◆ DESCRIPTION OF THE TASK
Each record must reappear in the answer exactly as it is written.

◆ INFORMATION SHOWN
↓
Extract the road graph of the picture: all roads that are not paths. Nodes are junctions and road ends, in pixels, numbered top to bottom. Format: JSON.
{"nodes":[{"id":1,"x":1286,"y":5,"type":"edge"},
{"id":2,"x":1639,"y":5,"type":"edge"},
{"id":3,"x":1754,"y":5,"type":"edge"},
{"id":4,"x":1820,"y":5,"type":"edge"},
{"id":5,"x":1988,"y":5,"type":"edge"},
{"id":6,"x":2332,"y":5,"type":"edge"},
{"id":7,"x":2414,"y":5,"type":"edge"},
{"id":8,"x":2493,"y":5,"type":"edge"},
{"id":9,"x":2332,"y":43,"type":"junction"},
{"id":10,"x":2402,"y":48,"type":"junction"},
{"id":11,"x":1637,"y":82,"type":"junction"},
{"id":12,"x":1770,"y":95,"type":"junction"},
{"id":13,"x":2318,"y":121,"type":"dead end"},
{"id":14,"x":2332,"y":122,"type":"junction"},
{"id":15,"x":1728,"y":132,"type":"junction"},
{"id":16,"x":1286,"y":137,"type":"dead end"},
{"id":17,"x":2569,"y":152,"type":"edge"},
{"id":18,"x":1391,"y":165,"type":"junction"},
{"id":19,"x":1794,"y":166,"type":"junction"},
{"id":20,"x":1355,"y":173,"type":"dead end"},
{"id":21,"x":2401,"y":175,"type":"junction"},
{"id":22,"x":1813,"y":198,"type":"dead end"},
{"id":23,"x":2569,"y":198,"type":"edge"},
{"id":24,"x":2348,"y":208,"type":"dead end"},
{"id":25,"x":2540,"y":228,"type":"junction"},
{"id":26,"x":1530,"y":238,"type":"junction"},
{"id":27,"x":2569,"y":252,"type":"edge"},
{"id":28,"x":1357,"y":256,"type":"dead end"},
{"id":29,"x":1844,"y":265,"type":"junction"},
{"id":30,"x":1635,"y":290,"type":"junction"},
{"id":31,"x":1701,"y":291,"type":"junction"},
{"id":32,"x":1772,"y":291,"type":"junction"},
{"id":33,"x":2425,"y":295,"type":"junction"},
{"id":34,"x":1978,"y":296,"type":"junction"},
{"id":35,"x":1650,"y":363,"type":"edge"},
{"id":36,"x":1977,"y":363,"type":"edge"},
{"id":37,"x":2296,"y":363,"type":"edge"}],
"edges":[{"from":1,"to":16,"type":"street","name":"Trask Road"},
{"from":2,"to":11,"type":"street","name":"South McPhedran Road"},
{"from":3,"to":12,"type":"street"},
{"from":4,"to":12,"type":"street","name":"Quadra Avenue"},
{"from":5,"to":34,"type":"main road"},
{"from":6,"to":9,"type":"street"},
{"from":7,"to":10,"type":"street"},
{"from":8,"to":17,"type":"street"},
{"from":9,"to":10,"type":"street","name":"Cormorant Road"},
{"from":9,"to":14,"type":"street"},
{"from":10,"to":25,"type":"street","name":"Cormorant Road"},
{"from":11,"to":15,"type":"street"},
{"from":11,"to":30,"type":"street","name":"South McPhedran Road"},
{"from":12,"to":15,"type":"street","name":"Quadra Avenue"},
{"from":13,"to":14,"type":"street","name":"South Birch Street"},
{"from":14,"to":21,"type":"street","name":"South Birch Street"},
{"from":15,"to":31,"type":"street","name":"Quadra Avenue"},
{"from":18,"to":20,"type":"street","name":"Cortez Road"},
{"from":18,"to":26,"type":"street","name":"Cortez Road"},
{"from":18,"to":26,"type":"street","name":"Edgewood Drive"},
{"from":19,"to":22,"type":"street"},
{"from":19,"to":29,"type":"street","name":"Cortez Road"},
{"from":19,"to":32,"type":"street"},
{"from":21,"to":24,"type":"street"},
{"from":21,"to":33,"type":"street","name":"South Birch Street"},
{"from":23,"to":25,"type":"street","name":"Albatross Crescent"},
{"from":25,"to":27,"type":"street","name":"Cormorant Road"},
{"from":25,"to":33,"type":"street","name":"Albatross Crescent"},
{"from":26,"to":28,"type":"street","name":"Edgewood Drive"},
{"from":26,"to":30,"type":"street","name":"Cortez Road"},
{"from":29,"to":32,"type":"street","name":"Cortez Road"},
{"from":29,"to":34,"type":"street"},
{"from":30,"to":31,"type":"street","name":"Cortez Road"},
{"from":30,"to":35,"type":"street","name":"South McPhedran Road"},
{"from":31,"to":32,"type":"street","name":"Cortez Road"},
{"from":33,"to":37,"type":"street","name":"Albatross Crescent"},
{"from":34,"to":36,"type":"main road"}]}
↑
◆ RESPONSE BOX
Extract the road graph of the picture: all roads that are not paths. Nodes are junctions and road ends, in pixels, numbered top to bottom. Format: JSON.
{"nodes":[{"id":1,"x":1286,"y":5,"type":"edge"},
{"id":2,"x":1639,"y":5,"type":"edge"},
{"id":3,"x":1754,"y":5,"type":"edge"},
{"id":4,"x":1820,"y":5,"type":"edge"},
{"id":5,"x":1988,"y":5,"type":"edge"},
{"id":6,"x":2332,"y":5,"type":"edge"},
{"id":7,"x":2414,"y":5,"type":"edge"},
{"id":8,"x":2493,"y":5,"type":"edge"},
{"id":9,"x":2332,"y":43,"type":"junction"},
{"id":10,"x":2402,"y":48,"type":"junction"},
{"id":11,"x":1637,"y":82,"type":"junction"},
{"id":12,"x":1770,"y":95,"type":"junction"},
{"id":13,"x":2318,"y":121,"type":"dead end"},
{"id":14,"x":2332,"y":122,"type":"junction"},
{"id":15,"x":1728,"y":132,"type":"junction"},
{"id":16,"x":1286,"y":137,"type":"dead end"},
{"id":17,"x":2569,"y":152,"type":"edge"},
{"id":18,"x":1391,"y":165,"type":"junction"},
{"id":19,"x":1794,"y":166,"type":"junction"},
{"id":20,"x":1355,"y":173,"type":"dead end"},
{"id":21,"x":2401,"y":175,"type":"junction"},
{"id":22,"x":1813,"y":198,"type":"dead end"},
{"id":23,"x":2569,"y":198,"type":"edge"},
{"id":24,"x":2348,"y":208,"type":"dead end"},
{"id":25,"x":2540,"y":228,"type":"junction"},
{"id":26,"x":1530,"y":238,"type":"junction"},
{"id":27,"x":2569,"y":252,"type":"edge"},
{"id":28,"x":1357,"y":256,"type":"dead end"},
{"id":29,"x":1844,"y":265,"type":"junction"},
{"id":30,"x":1635,"y":290,"type":"junction"},
{"id":31,"x":1701,"y":291,"type":"junction"},
{"id":32,"x":1772,"y":291,"type":"junction"},
{"id":33,"x":2425,"y":295,"type":"junction"},
{"id":34,"x":1978,"y":296,"type":"junction"},
{"id":35,"x":1650,"y":363,"type":"edge"},
{"id":36,"x":1977,"y":363,"type":"edge"},
{"id":37,"x":2296,"y":363,"type":"edge"}],
"edges":[{"from":1,"to":16,"type":"street","name":"Trask Road"},
{"from":2,"to":11,"type":"street","name":"South McPhedran Road"},
{"from":3,"to":12,"type":"street"},
{"from":4,"to":12,"type":"street","name":"Quadra Avenue"},
{"from":5,"to":34,"type":"main road"},
{"from":6,"to":9,"type":"street"},
{"from":7,"to":10,"type":"street"},
{"from":8,"to":17,"type":"street"},
{"from":9,"to":10,"type":"street","name":"Cormorant Road"},
{"from":9,"to":14,"type":"street"},
{"from":10,"to":25,"type":"street","name":"Cormorant Road"},
{"from":11,"to":15,"type":"street"},
{"from":11,"to":30,"type":"street","name":"South McPhedran Road"},
{"from":12,"to":15,"type":"street","name":"Quadra Avenue"},
{"from":13,"to":14,"type":"street","name":"South Birch Street"},
{"from":14,"to":21,"type":"street","name":"South Birch Street"},
{"from":15,"to":31,"type":"street","name":"Quadra Avenue"},
{"from":18,"to":20,"type":"street","name":"Cortez Road"},
{"from":18,"to":26,"type":"street","name":"Cortez Road"},
{"from":18,"to":26,"type":"street","name":"Edgewood Drive"},
{"from":19,"to":22,"type":"street"},
{"from":19,"to":29,"type":"street","name":"Cortez Road"},
{"from":19,"to":32,"type":"street"},
{"from":21,"to":24,"type":"street"},
{"from":21,"to":33,"type":"street","name":"South Birch Street"},
{"from":23,"to":25,"type":"street","name":"Albatross Crescent"},
{"from":25,"to":27,"type":"street","name":"Cormorant Road"},
{"from":25,"to":33,"type":"street","name":"Albatross Crescent"},
{"from":26,"to":28,"type":"street","name":"Edgewood Drive"},
{"from":26,"to":30,"type":"street","name":"Cortez Road"},
{"from":29,"to":32,"type":"street","name":"Cortez Road"},
{"from":29,"to":34,"type":"street"},
{"from":30,"to":31,"type":"street","name":"Cortez Road"},
{"from":30,"to":35,"type":"street","name":"South McPhedran Road"},
{"from":31,"to":32,"type":"street","name":"Cortez Road"},
{"from":33,"to":37,"type":"street","name":"Albatross Crescent"},
{"from":34,"to":36,"type":"main road"}]}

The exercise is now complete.